● **Exercise description**
Return each line of the data below unchanged, please.

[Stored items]
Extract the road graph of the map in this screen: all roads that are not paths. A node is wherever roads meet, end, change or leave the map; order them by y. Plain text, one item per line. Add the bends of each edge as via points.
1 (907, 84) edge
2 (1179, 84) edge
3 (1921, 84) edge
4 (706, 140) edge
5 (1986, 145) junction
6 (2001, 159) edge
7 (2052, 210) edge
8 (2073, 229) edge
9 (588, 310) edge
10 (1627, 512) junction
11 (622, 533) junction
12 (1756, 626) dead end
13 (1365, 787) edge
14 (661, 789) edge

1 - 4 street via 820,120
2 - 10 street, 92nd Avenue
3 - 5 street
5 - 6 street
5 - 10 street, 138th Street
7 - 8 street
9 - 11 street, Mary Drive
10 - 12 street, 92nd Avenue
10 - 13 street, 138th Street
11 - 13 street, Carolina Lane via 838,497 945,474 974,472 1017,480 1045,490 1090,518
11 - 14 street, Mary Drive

● **Exercise output**
Extract the road graph of the map in this screen: all roads that are not paths. A node is wherever roads meet, end, change or leave the map; order them by y. Plain text, one item per line. Add the bends of each edge as via points.
1 (907, 84) edge
2 (1179, 84) edge
3 (1921, 84) edge
4 (706, 140) edge
5 (1986, 145) junction
6 (2001, 159) edge
7 (2052, 210) edge
8 (2073, 229) edge
9 (588, 310) edge
10 (1627, 512) junction
11 (622, 533) junction
12 (1756, 626) dead end
13 (1365, 787) edge
14 (661, 789) edge

1 - 4 street via 820,120
2 - 10 street, 92nd Avenue
3 - 5 street
5 - 6 street
5 - 10 street, 138th Street
7 - 8 street
9 - 11 street, Mary Drive
10 - 12 street, 92nd Avenue
10 - 13 street, 138th Street
11 - 13 street, Carolina Lane via 838,497 945,474 974,472 1017,480 1045,490 1090,518
11 - 14 street, Mary Drive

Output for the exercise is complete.